IYF ETF: How Financials Are Dealing With Rate Hikes

Financial stock market graph. Selective focus.

Diego Thomazini

The iShares U.S. Financials ETF (NYSEARCA:IYF) contains a broad array of US financial stocks, both insurance and banking companies. Insurance is less of an interesting discussion at this point; of course, they benefit from higher rates because of their short duration fixed income investment portfolios. Banking also has been benefiting from higher net interest incomes and margins, but there is a bear case against banking that we will discuss, and mostly debunk. Overall, while there are pressures in the capital markets divisions of full-service banks, things generally look pretty good for the US financial sector.

IYF Breakdown

Let’s have a quick breakdown of the IYF.

IYK top holdings

Top Holdings (iShares.com)

While there are 139 holdings, and it is diversified from totally idiosyncratic management and execution risks, there’s quite a lot of skew on the portfolio because there are a lot of small, regional financial players in the US that command small value weightings.

Some of the big ones are Berkshire Hathaway (BRK.A) (BRK.B), JPMorgan (JPM), and more full service banks like Bank of America (BAC). There are also some ratings companies and brokerages. Let’s discuss the likely fortunes of each category.

Brokerages

This is an easy one: they like volatility. Markets are providing that in spades right now as they hone in on reasonable rate and inflation expectations. While CPI peaking puts some perspective on the possibility of slowing down inflation, we’ve only seen one down quarter. There’s still a lot of uncertainty, and markets will be overshooting and undershooting across asset classes as they try to triangulate on the right forecast. Brokerages are going to benefit from the volatility in terms of trading volume but also opportunistic spreads that they can get as they deal.

Ratings Companies

Ratings companies barely feature, which is a good thing. They are not doing well. We covered Moody’s (MCO) recently and discussed how the capital markets side of the business is suffering as the markets have shut down meaningfully on primary issues in debt. There will be some resumption as issues in the leveraged markets pass, but it’s not a healthy business right now.

Full-Service Banks

Full service banks are exposed to capital markets pretty meaningfully. Most have about 30% exposure to investment banking type revenues. The rest typically are corporate/retail banking and asset management. The latter generally stays pretty resilient in down markets. Retail and corporate banking is where things get a bit more dicey.

There is a bear case out on banks that make money off lending. The argument basically comes down to the duration gap and the fact that mark-to-market accounting requirements don’t kick in unless banks think they need to, therefore giving them agency to preserve headline income. The idea is that if mark-to-market accounting was used on longer-duration assets, discounts would be pretty severe because of the duration. 20% decline could be attributed to those assets, and this would actually require banks to recapitalise in order to preserve reserve ratios, diluting current shareholders. It wouldn’t be that fun, and it would definitely create panic among investors.

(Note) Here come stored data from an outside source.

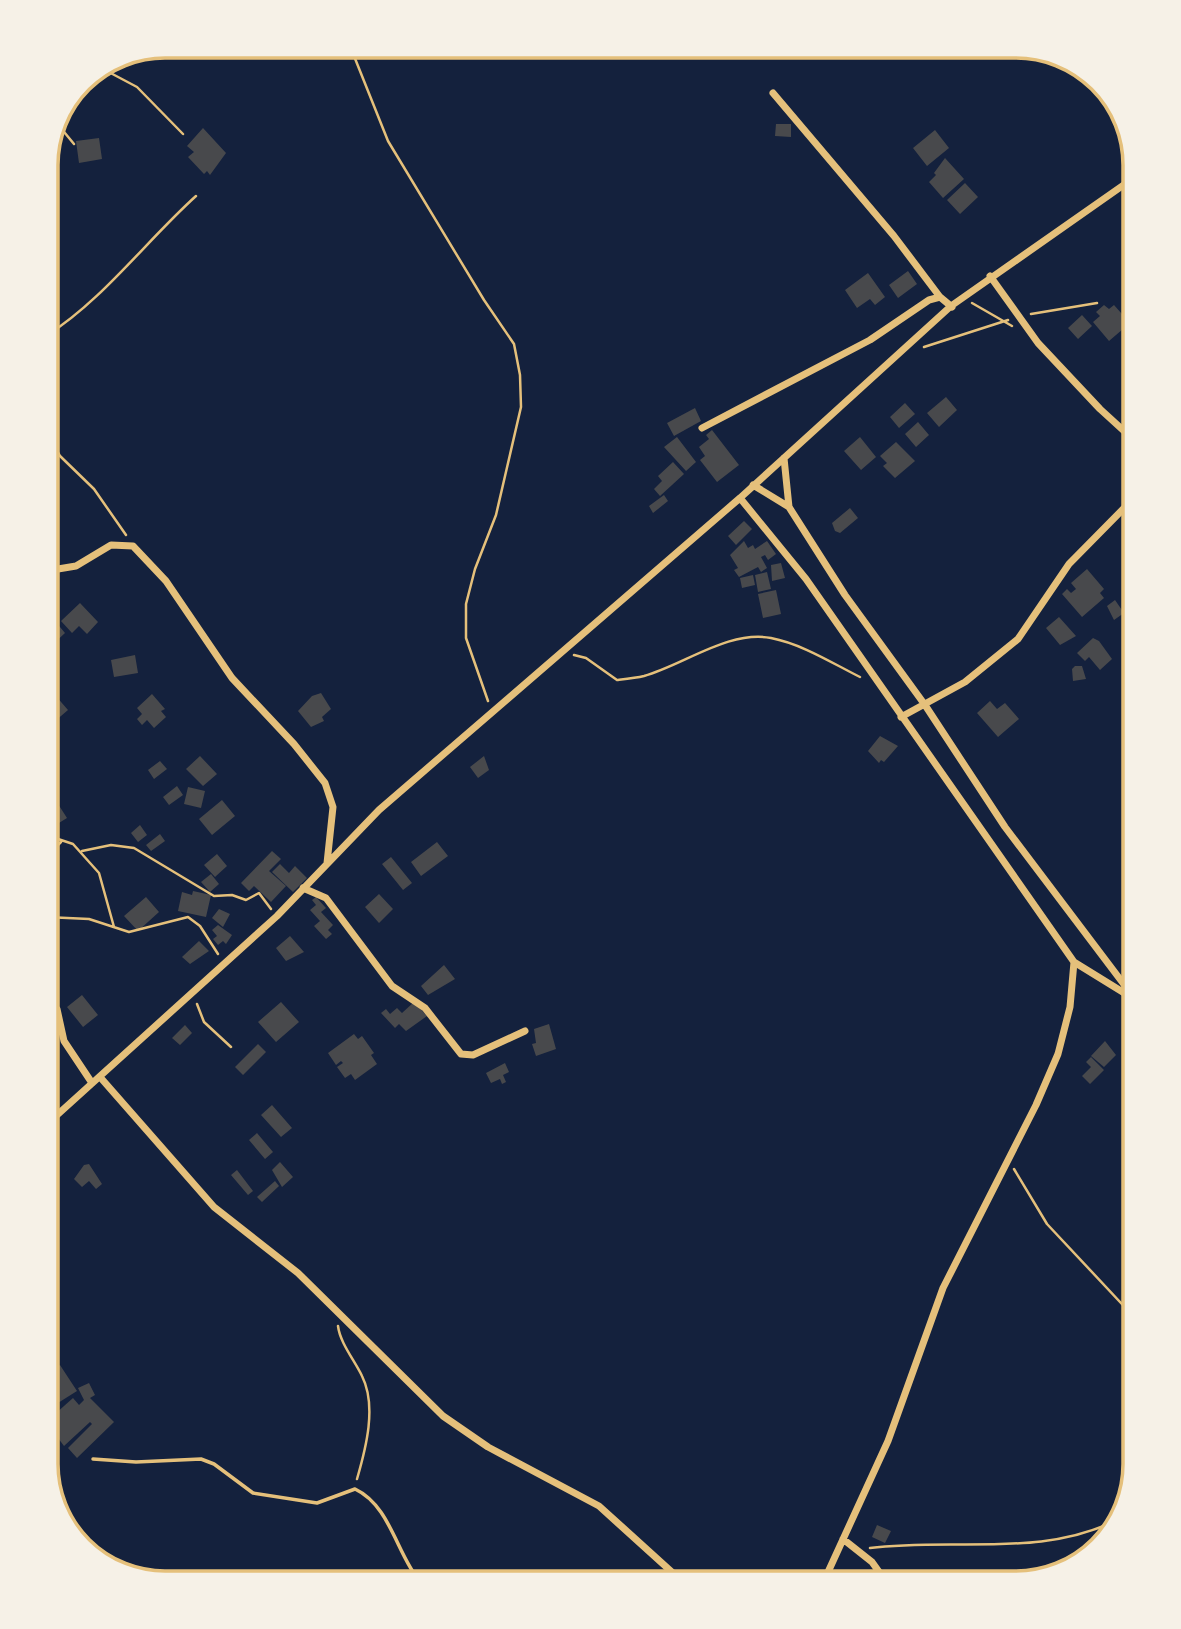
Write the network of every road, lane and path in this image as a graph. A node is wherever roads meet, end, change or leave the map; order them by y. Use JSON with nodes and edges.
{"nodes":[{"id":1,"x":355,"y":58,"type":"edge"},
{"id":2,"x":110,"y":73,"type":"edge"},
{"id":3,"x":773,"y":93,"type":"dead end"},
{"id":4,"x":63,"y":131,"type":"edge"},
{"id":5,"x":183,"y":134,"type":"dead end"},
{"id":6,"x":74,"y":144,"type":"dead end"},
{"id":7,"x":1123,"y":186,"type":"edge"},
{"id":8,"x":196,"y":195,"type":"dead end"},
{"id":9,"x":990,"y":276,"type":"junction"},
{"id":10,"x":940,"y":298,"type":"junction"},
{"id":11,"x":963,"y":298,"type":"junction"},
{"id":12,"x":1097,"y":303,"type":"dead end"},
{"id":13,"x":952,"y":307,"type":"junction"},
{"id":14,"x":1020,"y":316,"type":"junction"},
{"id":15,"x":1005,"y":321,"type":"junction"},
{"id":16,"x":58,"y":327,"type":"edge"},
{"id":17,"x":1016,"y":328,"type":"dead end"},
{"id":18,"x":922,"y":347,"type":"dead end"},
{"id":19,"x":702,"y":428,"type":"dead end"},
{"id":20,"x":1123,"y":429,"type":"edge"},
{"id":21,"x":58,"y":452,"type":"edge"},
{"id":22,"x":784,"y":458,"type":"junction"},
{"id":23,"x":753,"y":485,"type":"junction"},
{"id":24,"x":740,"y":498,"type":"junction"},
{"id":25,"x":789,"y":507,"type":"junction"},
{"id":26,"x":1123,"y":510,"type":"edge"},
{"id":27,"x":133,"y":546,"type":"junction"},
{"id":28,"x":58,"y":569,"type":"edge"},
{"id":29,"x":563,"y":651,"type":"junction"},
{"id":30,"x":876,"y":680,"type":"junction"},
{"id":31,"x":925,"y":705,"type":"junction"},
{"id":32,"x":491,"y":711,"type":"junction"},
{"id":33,"x":901,"y":717,"type":"junction"},
{"id":34,"x":58,"y":840,"type":"edge"},
{"id":35,"x":62,"y":841,"type":"junction"},
{"id":36,"x":58,"y":845,"type":"edge"},
{"id":37,"x":82,"y":851,"type":"junction"},
{"id":38,"x":327,"y":863,"type":"junction"},
{"id":39,"x":303,"y":888,"type":"junction"},
{"id":40,"x":277,"y":916,"type":"junction"},
{"id":41,"x":58,"y":918,"type":"edge"},
{"id":42,"x":114,"y":926,"type":"junction"},
{"id":43,"x":224,"y":962,"type":"junction"},
{"id":44,"x":1074,"y":962,"type":"junction"},
{"id":45,"x":1123,"y":982,"type":"edge"},
{"id":46,"x":1123,"y":991,"type":"edge"},
{"id":47,"x":187,"y":1000,"type":"junction"},
{"id":48,"x":58,"y":1014,"type":"edge"},
{"id":49,"x":525,"y":1031,"type":"dead end"},
{"id":50,"x":231,"y":1047,"type":"dead end"},
{"id":51,"x":100,"y":1077,"type":"junction"},
{"id":52,"x":92,"y":1083,"type":"junction"},
{"id":53,"x":58,"y":1114,"type":"edge"},
{"id":54,"x":1007,"y":1157,"type":"junction"},
{"id":55,"x":1123,"y":1304,"type":"edge"},
{"id":56,"x":340,"y":1316,"type":"junction"},
{"id":57,"x":93,"y":1459,"type":"dead end"},
{"id":58,"x":355,"y":1489,"type":"junction"},
{"id":59,"x":1103,"y":1527,"type":"edge"},
{"id":60,"x":843,"y":1539,"type":"junction"},
{"id":61,"x":856,"y":1549,"type":"junction"},
{"id":62,"x":410,"y":1571,"type":"edge"},
{"id":63,"x":671,"y":1571,"type":"edge"},
{"id":64,"x":828,"y":1571,"type":"edge"},
{"id":65,"x":878,"y":1571,"type":"edge"}],
"edges":[{"from":1,"to":32,"type":"path"},
{"from":2,"to":5,"type":"path"},
{"from":3,"to":10,"type":"street"},
{"from":4,"to":6,"type":"path"},
{"from":7,"to":9,"type":"street"},
{"from":8,"to":16,"type":"path"},
{"from":9,"to":11,"type":"street"},
{"from":9,"to":14,"type":"street"},
{"from":10,"to":13,"type":"street"},
{"from":10,"to":19,"type":"street"},
{"from":11,"to":13,"type":"street"},
{"from":11,"to":15,"type":"path"},
{"from":12,"to":14,"type":"path"},
{"from":13,"to":22,"type":"street"},
{"from":14,"to":15,"type":"path"},
{"from":14,"to":20,"type":"street"},
{"from":15,"to":17,"type":"path"},
{"from":15,"to":18,"type":"path"},
{"from":21,"to":27,"type":"path"},
{"from":22,"to":23,"type":"street"},
{"from":22,"to":25,"type":"street"},
{"from":23,"to":24,"type":"street"},
{"from":23,"to":25,"type":"street"},
{"from":24,"to":29,"type":"street"},
{"from":24,"to":30,"type":"street"},
{"from":25,"to":31,"type":"street"},
{"from":26,"to":31,"type":"street"},
{"from":27,"to":28,"type":"street"},
{"from":27,"to":38,"type":"street"},
{"from":29,"to":30,"type":"path"},
{"from":29,"to":32,"type":"street"},
{"from":30,"to":33,"type":"street"},
{"from":31,"to":33,"type":"street"},
{"from":31,"to":45,"type":"street"},
{"from":32,"to":38,"type":"street"},
{"from":33,"to":44,"type":"street"},
{"from":34,"to":35,"type":"path"},
{"from":35,"to":36,"type":"path"},
{"from":35,"to":37,"type":"path"},
{"from":37,"to":40,"type":"path"},
{"from":37,"to":42,"type":"path"},
{"from":38,"to":39,"type":"street"},
{"from":39,"to":40,"type":"street"},
{"from":39,"to":49,"type":"street"},
{"from":40,"to":43,"type":"street"},
{"from":41,"to":42,"type":"path"},
{"from":42,"to":43,"type":"path"},
{"from":43,"to":47,"type":"street"},
{"from":44,"to":46,"type":"street"},
{"from":44,"to":54,"type":"street"},
{"from":47,"to":50,"type":"path"},
{"from":47,"to":51,"type":"street"},
{"from":48,"to":52,"type":"street"},
{"from":51,"to":52,"type":"street"},
{"from":51,"to":56,"type":"street"},
{"from":52,"to":53,"type":"street"},
{"from":54,"to":55,"type":"path"},
{"from":54,"to":60,"type":"street"},
{"from":56,"to":58,"type":"path"},
{"from":56,"to":63,"type":"street"},
{"from":57,"to":58,"type":"lane"},
{"from":58,"to":62,"type":"lane"},
{"from":59,"to":61,"type":"path"},
{"from":60,"to":61,"type":"street"},
{"from":60,"to":64,"type":"street"},
{"from":61,"to":65,"type":"street"}]}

It’s not a dumb case. The yield curve is flat but shifted up. Longer-term rates are not that low anymore, all at around 3.5% for the next 30 years. These could go up depending on inflation data, but the longer-term rates are more important due to discounting effects and are determined by factors related mostly to cost-push structural factors. While the dislocation in energy markets can account for this longer-term rate, and indeed is a permanent and structural impact on costs, we think there’s no real reason to be alarmed. Eventually, productivity gains will offset the current gap downwards in productivity for the Western Bloc. Also, the duration gap is probably not too bad. While mortgages make it longer, they also have variable components. About 50% of assets are longer than five years in duration for major Euro banks. The rest are rather short, and since mortgages dominate the longer-duration profile, we think things will be fine. The declines in longer-term assets shouldn’t stick.

Bottom Line

As said, the insurance exposures are fine. There are other resilient components. Even retail banking should be good on the asset value side. Indeed, the net interest income is rising, so why be concerned? It’s a sign that the duration gap isn’t too much of a problem and capital calls being needed seems like a stretch on the bear side.

The IYF expense ratios aren’t that low at 0.39%. We don’t love that, but it’s the same as the iShares U.S. Insurance ETF (IAK). The IYF PE is low at 10x, which implies more than enough earnings yield considering the resilience of much of the portfolio. Comprehensively, there is probably about 10% exposure to IB and other capital markets revenues, which are the only volatile ones. Others will be solid, so a 10% earnings yield is good. The 1.7% yield in dividends is bad, but earnings are ultimately what matters to shareholders. We still think there’s attractive duration built-in going on with retail banks, which should allow resistance to interest rate declines. Overall, IYF looks decent.